=== Materials provided ===

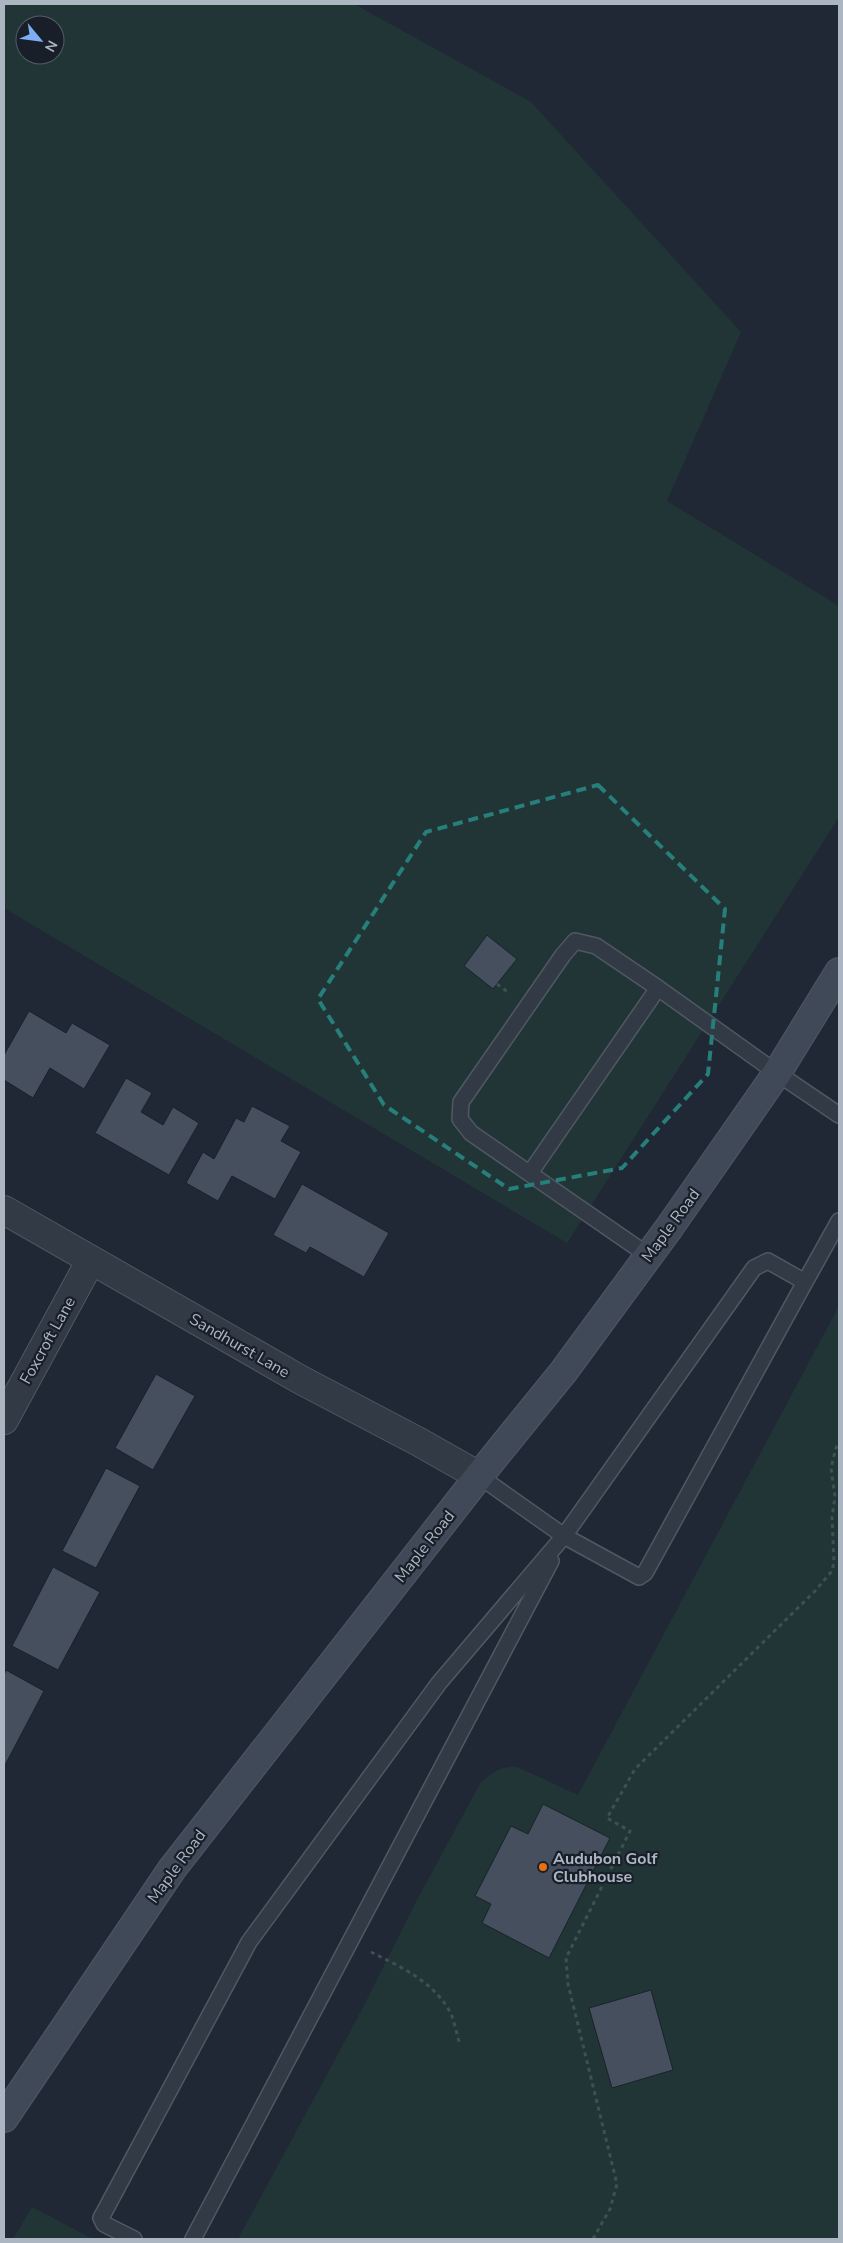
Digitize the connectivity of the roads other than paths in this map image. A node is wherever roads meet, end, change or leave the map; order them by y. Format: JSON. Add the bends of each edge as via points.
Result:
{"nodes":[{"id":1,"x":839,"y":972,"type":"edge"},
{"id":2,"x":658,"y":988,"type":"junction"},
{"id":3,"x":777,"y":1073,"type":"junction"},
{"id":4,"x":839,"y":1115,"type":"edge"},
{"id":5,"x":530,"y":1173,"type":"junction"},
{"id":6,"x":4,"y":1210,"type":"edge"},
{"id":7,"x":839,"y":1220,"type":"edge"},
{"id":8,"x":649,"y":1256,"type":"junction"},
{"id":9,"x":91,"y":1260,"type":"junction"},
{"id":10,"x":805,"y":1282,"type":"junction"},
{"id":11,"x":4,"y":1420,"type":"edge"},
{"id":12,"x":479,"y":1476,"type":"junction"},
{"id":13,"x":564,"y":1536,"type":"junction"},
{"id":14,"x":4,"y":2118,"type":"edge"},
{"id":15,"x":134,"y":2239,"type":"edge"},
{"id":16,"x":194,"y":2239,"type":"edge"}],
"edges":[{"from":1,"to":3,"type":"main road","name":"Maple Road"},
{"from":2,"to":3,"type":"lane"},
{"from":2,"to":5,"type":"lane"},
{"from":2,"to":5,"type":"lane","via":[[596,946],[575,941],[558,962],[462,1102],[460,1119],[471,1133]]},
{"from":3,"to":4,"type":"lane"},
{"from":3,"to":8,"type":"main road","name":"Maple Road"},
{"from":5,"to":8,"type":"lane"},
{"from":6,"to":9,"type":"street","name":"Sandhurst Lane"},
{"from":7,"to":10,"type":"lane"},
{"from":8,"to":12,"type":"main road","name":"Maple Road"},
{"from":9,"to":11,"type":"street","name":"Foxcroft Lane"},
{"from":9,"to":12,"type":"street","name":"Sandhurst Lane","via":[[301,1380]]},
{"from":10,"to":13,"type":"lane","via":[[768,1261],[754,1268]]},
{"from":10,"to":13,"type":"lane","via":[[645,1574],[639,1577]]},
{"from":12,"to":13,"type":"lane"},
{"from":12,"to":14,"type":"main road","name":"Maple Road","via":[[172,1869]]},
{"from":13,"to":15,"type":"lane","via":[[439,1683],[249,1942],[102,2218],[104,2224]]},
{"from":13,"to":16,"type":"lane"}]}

===

What the task requires
Search the entries for the string "Sandhurst" and return each line where it turns up.

Reply to the task
{"from":6,"to":9,"type":"street","name":"Sandhurst Lane"},
{"from":9,"to":12,"type":"street","name":"Sandhurst Lane","via":[[301,1380]]},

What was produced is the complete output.